== YOUR INSTRUCTIONS ==
In the data that follows, count the lines in which the word "Ленинградская" occurs, and report that figure alone.

Stored items:

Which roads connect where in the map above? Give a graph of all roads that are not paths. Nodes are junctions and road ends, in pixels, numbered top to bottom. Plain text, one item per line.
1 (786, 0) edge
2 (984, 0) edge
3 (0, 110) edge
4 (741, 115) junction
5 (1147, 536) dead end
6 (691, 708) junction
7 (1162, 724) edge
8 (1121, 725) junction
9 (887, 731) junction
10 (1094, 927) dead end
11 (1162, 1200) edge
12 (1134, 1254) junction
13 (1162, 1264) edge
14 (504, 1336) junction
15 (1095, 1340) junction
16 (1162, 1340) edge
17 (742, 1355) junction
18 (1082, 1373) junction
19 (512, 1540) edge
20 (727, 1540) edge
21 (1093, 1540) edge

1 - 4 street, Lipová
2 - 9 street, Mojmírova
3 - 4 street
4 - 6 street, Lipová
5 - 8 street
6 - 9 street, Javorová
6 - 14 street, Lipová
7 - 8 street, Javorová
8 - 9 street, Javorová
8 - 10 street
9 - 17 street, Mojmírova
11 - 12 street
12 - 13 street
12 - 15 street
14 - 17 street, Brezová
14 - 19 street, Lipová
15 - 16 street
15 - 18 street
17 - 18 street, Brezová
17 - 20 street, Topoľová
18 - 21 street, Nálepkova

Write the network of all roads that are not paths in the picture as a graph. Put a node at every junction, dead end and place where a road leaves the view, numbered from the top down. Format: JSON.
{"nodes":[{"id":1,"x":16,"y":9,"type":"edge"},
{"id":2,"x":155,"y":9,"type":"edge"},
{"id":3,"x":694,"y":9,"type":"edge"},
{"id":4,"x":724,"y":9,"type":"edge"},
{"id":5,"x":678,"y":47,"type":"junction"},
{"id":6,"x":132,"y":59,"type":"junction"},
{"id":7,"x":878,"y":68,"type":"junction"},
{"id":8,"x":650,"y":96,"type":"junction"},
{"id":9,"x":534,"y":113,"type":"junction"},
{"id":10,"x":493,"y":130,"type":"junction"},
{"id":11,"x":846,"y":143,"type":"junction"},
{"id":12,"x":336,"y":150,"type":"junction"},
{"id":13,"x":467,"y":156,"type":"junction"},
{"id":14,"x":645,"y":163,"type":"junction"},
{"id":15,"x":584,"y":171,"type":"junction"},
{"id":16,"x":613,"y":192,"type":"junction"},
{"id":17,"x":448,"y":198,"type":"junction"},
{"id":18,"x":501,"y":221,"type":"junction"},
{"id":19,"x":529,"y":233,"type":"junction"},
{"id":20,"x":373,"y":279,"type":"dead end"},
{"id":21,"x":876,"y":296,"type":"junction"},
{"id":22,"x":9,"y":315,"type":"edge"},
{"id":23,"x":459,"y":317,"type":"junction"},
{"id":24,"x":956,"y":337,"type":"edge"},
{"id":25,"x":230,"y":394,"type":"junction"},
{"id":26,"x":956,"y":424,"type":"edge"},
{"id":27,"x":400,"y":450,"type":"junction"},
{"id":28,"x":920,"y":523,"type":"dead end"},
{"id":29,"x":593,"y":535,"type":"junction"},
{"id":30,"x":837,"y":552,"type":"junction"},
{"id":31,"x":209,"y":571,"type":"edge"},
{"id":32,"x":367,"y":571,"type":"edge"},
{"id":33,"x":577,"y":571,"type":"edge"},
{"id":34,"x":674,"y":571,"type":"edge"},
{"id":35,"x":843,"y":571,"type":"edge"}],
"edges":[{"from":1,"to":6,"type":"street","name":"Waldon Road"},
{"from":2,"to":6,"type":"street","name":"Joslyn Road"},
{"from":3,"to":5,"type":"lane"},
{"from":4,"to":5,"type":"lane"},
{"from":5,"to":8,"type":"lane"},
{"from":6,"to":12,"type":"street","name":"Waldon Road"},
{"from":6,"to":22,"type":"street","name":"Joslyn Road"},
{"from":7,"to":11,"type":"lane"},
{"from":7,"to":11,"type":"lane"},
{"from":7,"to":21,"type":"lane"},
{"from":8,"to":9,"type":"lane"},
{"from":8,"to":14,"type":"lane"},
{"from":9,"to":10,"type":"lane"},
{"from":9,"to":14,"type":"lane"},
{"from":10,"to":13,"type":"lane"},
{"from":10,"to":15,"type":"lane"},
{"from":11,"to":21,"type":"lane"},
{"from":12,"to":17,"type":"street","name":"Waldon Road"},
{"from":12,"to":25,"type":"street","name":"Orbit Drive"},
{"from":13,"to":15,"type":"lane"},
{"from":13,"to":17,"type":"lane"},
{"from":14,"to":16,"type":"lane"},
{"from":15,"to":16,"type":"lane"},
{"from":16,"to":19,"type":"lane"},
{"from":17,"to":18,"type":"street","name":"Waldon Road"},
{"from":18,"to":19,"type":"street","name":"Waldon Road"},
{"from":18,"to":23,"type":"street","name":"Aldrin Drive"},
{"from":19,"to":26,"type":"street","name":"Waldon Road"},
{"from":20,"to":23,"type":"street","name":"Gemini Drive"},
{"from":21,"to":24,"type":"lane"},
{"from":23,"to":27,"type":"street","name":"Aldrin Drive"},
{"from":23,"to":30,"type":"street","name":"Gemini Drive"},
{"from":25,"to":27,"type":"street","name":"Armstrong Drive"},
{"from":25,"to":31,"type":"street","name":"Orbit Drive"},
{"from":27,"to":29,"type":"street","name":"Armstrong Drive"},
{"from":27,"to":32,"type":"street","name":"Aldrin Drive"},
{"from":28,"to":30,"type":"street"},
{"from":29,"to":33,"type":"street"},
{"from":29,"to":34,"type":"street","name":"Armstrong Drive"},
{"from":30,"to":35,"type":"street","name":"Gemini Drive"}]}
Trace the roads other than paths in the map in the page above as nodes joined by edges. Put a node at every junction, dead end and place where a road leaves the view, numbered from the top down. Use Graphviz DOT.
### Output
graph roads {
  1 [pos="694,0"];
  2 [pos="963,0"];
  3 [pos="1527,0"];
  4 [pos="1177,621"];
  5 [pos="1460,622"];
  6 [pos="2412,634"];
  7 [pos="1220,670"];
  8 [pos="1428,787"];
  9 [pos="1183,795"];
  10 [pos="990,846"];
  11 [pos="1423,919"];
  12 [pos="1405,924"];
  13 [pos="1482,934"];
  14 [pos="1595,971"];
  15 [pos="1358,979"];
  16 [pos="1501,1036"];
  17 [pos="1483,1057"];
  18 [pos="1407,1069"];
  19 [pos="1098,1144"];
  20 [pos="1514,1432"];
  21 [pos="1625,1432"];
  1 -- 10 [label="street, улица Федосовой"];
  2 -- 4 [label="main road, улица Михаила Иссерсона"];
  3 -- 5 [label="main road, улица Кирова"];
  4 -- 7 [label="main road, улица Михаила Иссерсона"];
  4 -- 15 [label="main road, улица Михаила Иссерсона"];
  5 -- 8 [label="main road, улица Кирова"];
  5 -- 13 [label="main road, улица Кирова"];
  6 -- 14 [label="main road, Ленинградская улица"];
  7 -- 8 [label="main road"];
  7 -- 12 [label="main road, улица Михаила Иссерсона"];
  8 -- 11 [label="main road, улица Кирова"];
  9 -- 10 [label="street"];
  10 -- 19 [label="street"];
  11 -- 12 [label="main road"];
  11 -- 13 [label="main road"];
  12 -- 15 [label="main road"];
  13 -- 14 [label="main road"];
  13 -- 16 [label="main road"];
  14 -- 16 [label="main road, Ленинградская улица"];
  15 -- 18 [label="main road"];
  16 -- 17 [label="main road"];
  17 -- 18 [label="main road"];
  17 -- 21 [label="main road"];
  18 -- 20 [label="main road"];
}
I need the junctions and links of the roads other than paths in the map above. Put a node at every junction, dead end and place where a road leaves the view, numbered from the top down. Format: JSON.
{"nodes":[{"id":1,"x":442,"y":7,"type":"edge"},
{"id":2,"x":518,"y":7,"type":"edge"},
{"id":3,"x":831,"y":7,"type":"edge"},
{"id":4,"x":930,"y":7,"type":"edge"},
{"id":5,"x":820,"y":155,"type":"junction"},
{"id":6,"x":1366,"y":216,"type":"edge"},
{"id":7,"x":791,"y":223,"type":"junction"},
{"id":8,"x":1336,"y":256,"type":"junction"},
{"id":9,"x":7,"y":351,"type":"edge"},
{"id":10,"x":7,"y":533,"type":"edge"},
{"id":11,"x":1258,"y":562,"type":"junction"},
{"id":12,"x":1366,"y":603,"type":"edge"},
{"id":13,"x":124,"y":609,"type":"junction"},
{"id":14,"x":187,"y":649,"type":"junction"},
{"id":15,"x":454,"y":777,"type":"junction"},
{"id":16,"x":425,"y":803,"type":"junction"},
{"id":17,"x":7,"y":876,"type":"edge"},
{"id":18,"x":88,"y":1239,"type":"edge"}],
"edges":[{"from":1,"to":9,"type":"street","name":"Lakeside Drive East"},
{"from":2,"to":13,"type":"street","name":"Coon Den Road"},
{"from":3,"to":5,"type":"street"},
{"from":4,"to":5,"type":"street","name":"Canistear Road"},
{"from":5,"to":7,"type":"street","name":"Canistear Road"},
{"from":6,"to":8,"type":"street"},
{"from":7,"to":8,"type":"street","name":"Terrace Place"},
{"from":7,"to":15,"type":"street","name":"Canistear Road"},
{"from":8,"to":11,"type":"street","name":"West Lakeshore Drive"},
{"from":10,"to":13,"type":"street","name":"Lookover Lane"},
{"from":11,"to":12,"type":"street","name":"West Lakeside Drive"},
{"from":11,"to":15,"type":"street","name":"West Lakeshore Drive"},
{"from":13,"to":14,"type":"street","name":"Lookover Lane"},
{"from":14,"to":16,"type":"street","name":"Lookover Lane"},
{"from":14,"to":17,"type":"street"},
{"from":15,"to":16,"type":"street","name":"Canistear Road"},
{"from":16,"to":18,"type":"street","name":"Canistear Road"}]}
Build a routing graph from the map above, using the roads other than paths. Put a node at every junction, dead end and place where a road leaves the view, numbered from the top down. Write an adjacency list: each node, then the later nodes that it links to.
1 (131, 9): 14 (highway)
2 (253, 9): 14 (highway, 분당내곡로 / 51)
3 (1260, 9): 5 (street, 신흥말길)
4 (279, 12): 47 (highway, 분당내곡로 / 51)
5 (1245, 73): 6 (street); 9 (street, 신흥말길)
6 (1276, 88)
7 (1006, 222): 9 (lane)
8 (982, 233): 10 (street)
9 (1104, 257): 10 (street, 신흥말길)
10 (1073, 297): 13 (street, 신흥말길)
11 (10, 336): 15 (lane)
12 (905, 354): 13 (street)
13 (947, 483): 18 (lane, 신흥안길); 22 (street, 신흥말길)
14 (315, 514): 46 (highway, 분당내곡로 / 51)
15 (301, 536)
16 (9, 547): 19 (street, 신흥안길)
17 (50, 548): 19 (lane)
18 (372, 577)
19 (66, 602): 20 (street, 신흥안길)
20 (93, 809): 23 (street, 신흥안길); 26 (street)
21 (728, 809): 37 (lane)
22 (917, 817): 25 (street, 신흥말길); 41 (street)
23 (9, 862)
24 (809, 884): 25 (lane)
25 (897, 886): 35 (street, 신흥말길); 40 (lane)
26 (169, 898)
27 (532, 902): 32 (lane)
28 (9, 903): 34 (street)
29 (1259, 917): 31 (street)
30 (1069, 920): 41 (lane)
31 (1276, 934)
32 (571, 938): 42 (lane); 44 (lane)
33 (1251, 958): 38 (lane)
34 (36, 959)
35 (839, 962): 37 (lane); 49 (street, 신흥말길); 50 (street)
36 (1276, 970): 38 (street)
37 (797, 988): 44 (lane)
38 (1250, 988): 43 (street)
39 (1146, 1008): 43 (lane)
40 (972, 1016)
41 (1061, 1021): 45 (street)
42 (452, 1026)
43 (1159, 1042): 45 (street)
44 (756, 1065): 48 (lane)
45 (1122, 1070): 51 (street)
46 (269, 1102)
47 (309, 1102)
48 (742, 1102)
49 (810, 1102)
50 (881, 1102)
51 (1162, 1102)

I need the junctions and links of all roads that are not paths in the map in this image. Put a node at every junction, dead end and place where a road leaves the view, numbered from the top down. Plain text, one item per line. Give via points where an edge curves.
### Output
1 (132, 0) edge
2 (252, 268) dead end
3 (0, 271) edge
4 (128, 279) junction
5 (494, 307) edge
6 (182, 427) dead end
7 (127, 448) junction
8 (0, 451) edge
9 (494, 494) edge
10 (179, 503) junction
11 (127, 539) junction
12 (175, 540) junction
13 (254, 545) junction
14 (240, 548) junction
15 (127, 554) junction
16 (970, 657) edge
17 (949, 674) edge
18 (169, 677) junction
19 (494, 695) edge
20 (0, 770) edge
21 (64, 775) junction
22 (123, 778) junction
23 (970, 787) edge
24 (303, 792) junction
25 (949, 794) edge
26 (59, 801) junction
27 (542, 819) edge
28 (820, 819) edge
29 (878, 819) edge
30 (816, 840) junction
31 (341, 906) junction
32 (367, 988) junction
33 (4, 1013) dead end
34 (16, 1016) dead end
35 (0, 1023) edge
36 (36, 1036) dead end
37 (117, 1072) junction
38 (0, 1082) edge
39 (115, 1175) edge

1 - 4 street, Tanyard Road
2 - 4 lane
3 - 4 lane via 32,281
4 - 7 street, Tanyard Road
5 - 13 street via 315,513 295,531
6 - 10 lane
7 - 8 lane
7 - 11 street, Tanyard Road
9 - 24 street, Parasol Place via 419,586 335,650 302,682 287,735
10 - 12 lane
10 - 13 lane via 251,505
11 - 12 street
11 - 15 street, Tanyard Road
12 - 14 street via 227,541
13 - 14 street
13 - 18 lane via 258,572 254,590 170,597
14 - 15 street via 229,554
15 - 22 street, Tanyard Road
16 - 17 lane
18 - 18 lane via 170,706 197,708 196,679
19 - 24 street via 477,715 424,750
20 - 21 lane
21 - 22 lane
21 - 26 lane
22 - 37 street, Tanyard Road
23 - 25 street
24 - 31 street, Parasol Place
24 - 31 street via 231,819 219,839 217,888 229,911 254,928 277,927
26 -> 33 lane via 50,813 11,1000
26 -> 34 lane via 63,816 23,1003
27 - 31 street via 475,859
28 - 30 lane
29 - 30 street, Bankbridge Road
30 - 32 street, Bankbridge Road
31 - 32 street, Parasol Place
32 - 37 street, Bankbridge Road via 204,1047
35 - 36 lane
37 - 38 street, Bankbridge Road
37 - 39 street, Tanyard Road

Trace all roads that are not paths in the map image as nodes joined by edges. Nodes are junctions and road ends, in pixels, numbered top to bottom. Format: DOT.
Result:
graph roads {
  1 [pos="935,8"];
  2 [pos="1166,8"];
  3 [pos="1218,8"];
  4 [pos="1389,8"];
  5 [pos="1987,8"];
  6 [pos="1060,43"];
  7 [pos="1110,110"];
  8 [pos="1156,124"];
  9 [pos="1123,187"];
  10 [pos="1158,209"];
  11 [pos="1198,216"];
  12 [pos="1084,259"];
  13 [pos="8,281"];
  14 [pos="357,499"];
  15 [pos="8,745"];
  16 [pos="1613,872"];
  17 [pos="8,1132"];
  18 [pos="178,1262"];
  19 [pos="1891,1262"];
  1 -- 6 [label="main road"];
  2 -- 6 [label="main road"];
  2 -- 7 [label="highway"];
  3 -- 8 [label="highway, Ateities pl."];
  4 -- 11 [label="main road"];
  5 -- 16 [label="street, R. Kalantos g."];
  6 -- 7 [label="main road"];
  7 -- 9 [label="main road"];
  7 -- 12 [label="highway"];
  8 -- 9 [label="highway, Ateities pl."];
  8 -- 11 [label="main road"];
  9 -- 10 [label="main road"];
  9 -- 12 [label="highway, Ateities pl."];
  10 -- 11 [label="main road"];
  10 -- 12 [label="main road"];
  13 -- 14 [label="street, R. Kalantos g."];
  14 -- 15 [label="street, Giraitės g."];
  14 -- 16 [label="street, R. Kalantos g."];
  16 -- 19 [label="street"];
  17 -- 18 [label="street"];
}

== PROBLEM SOLUTION ==
2